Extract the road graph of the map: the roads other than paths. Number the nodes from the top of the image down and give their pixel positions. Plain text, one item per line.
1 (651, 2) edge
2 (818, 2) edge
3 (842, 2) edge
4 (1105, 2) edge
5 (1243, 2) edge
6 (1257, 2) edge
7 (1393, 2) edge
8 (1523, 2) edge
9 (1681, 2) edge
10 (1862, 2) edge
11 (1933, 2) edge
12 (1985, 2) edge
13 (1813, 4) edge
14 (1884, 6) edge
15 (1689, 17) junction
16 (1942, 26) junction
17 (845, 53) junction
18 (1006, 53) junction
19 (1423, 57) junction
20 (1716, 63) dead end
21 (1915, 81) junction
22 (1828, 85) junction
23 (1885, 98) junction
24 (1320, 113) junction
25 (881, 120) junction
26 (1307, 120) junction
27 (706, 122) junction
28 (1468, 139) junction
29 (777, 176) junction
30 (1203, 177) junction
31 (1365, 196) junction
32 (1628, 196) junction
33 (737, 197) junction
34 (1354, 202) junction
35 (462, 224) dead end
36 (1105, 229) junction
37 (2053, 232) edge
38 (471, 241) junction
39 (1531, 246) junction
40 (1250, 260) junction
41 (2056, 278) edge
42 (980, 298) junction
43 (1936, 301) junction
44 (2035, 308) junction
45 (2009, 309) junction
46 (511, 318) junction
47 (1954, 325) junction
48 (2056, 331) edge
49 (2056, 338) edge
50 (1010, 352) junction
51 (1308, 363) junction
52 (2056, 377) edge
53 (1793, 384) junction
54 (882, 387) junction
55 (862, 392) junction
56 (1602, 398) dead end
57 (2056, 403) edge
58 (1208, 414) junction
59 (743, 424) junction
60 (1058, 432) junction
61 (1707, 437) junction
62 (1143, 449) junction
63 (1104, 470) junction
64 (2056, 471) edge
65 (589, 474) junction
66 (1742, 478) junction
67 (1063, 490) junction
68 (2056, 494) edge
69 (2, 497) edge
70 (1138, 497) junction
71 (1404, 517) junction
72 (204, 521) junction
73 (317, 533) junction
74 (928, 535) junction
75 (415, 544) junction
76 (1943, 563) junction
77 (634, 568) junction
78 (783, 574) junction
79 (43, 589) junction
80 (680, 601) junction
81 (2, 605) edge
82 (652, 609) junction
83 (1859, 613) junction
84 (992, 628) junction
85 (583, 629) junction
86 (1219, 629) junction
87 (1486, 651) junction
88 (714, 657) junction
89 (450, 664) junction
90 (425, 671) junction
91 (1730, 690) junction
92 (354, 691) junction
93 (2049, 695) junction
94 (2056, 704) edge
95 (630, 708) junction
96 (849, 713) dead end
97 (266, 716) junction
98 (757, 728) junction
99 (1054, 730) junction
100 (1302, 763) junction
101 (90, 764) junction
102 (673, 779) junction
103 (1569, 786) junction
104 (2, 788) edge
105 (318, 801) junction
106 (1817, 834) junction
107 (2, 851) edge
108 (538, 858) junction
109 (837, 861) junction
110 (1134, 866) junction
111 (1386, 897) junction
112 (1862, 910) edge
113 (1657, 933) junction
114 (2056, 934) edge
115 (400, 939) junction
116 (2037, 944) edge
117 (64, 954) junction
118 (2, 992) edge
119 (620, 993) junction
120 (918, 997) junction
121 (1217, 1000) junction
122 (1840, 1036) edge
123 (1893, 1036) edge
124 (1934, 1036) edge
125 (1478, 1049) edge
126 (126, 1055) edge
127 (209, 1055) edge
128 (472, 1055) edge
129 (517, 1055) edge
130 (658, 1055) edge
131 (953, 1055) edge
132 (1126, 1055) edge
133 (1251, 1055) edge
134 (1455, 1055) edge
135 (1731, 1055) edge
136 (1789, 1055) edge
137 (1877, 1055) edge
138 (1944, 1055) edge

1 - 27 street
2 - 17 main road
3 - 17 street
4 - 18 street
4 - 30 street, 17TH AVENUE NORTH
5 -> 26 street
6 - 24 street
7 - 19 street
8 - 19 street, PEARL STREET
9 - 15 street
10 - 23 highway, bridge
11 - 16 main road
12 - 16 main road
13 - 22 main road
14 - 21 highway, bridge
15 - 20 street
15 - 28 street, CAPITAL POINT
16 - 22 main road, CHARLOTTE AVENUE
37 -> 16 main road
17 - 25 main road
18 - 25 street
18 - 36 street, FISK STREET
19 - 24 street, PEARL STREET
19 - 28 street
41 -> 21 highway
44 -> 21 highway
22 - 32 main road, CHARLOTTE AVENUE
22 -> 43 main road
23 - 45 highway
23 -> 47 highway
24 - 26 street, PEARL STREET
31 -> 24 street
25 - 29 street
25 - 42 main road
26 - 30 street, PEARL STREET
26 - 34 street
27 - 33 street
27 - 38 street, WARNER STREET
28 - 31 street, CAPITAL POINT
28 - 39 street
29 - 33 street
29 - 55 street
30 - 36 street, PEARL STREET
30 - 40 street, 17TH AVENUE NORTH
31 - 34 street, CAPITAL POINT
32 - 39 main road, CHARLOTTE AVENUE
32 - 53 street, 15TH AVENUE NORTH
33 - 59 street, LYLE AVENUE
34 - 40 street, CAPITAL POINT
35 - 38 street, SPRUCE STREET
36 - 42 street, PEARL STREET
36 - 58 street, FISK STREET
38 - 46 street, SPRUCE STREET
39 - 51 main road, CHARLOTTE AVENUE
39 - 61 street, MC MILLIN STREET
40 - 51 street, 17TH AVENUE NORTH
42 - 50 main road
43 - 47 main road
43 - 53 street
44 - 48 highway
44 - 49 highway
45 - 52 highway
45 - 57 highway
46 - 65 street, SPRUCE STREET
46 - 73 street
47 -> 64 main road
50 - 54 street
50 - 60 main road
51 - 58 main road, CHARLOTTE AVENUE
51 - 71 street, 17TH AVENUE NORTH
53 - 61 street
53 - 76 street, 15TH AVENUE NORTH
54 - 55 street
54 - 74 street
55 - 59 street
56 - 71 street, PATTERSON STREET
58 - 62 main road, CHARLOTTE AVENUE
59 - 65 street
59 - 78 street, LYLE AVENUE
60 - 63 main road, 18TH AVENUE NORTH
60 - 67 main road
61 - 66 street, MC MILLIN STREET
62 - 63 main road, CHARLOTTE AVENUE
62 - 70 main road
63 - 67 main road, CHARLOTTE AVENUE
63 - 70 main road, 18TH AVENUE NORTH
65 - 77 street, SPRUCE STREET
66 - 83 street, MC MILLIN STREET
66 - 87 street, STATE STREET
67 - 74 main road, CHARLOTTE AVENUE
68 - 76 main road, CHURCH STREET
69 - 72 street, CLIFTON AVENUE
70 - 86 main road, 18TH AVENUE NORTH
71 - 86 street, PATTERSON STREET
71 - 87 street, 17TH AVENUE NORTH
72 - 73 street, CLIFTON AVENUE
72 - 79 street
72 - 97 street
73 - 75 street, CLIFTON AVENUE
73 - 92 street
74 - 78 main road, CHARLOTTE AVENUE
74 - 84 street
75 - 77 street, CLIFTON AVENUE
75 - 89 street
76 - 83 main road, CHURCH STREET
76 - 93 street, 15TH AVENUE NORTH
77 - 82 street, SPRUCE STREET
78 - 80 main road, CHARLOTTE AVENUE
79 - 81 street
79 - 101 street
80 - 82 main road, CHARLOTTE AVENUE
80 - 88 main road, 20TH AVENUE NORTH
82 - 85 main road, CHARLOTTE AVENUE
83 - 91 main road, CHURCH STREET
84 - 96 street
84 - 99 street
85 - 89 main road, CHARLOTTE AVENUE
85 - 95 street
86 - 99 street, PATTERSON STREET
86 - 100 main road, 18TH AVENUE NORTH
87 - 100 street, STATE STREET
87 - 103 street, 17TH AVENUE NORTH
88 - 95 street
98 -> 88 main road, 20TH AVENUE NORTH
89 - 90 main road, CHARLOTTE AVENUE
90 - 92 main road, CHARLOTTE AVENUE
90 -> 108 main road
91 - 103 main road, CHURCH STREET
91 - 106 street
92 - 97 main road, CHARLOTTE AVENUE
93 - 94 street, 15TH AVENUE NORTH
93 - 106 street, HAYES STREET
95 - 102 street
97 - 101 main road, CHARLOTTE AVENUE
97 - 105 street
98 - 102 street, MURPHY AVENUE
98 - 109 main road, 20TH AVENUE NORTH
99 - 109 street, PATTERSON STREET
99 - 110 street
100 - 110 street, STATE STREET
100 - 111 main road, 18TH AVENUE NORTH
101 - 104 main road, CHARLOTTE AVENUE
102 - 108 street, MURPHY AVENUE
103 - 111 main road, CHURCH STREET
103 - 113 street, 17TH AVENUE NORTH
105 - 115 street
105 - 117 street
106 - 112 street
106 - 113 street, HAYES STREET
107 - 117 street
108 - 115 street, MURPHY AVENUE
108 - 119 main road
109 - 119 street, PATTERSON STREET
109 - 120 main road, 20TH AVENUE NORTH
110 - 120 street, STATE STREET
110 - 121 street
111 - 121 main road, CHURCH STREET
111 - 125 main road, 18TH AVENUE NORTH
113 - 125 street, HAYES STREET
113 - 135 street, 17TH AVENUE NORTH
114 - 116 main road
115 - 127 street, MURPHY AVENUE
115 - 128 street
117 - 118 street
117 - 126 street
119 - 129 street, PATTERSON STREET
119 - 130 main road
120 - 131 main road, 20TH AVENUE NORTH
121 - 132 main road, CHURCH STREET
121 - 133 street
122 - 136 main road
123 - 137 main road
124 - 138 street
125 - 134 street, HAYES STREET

--------------------------------------------------

◆ **WHAT THE EXERCISE ASKS**: Throughout the material above, find each line with "CLIFTON" and return it.

◆ **TASK OUTPUT**:
69 - 72 street, CLIFTON AVENUE
72 - 73 street, CLIFTON AVENUE
73 - 75 street, CLIFTON AVENUE
75 - 77 street, CLIFTON AVENUE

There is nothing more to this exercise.